The diagram below displays the simple moving average as a green line. The main feature about the SMA is that it is a lagging indicator and will always trail price.
You should confirm this feature from studying the chart below by noticing that price always changes direction quicker than the SMA.
This is why the SMA is classified as a trend following indicator.
This attribute implies that the SMA performs well when price is trending but is less effective when price is range-bound.
To counter this problem, the Exponential Moving Average (EMA) was devised that is also referred to as the exponentially weighted moving average. The main feature of the EMA is that it minimizes lag by placing increased emphasize on more current prices in preference to older ones.

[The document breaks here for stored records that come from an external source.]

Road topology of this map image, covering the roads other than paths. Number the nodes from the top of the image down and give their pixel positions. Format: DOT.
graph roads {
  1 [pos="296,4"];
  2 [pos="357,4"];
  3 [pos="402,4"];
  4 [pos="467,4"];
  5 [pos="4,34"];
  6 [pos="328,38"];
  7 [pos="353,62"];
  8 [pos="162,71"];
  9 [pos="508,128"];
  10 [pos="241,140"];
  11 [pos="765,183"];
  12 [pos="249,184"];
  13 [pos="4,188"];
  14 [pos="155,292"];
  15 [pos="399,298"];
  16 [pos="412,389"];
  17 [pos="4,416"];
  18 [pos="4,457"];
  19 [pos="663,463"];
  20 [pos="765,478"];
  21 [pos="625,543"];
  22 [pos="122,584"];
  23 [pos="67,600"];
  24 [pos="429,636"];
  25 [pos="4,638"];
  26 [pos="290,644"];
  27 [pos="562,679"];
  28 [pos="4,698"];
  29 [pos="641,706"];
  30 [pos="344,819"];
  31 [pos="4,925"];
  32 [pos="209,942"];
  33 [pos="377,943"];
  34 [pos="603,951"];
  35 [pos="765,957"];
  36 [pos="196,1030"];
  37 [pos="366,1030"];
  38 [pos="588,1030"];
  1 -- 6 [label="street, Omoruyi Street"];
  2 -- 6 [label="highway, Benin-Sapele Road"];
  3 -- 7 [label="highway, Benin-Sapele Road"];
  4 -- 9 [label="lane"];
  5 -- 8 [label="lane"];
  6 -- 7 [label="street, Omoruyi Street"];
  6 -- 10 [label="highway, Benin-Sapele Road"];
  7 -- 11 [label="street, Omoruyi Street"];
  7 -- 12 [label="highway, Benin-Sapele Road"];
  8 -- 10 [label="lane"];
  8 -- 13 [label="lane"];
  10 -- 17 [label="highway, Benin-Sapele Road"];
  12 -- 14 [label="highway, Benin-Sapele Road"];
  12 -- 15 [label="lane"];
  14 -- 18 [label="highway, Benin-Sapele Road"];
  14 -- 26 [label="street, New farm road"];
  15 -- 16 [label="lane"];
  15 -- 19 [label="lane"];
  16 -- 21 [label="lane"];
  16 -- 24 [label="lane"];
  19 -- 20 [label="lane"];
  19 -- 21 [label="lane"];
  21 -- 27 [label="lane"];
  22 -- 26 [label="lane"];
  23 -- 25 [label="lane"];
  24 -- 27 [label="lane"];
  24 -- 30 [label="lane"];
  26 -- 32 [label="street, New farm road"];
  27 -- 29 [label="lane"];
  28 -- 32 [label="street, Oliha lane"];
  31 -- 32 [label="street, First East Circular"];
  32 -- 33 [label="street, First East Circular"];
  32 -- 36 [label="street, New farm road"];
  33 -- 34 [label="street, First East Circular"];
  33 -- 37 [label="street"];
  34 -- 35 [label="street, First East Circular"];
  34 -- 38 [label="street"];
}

This weighting factor is dependent on the selected period of the EMA. This means that if you utilize a shorter EMA period, then increased weight will be applied onto the most recent prices. For example, a 20-period EMA emphasizes its current price by 9.52% while a 10-period EMA weighs it by 18.18%. Consequently, the EMA (blue line) reacts quickly to new price movements than the SMA (green line), as illustrated by the above chart.
Although the EMA stresses its most recent prices, it still calculates its values using its full data set including its older readings.
This feature infers that although the influences of older data reduce over time, they never fully disappear. Experts recommend utilizing the EMA with shorter time-frames while deploying the SMA will longer ones.
Whereas the SMA lags price, the EMA is able to respond faster to price movements. However, this feature can cause the EMA to generate more false signals. As such, although the EMA is able to produce more trading opportunities than the SMA, they can be of inferior quality.
In contrast, whereas the SMA identifies new trading opportunities later then the EMA, it generates fewer false readings. Consequently, although the SMA can cause you to execute new positions later than the ideal, it is considered to be more stable than the EMA.
You will need to conduct extensive testing using both indicators to determine which of them complies best with your trading objectives and aspirations.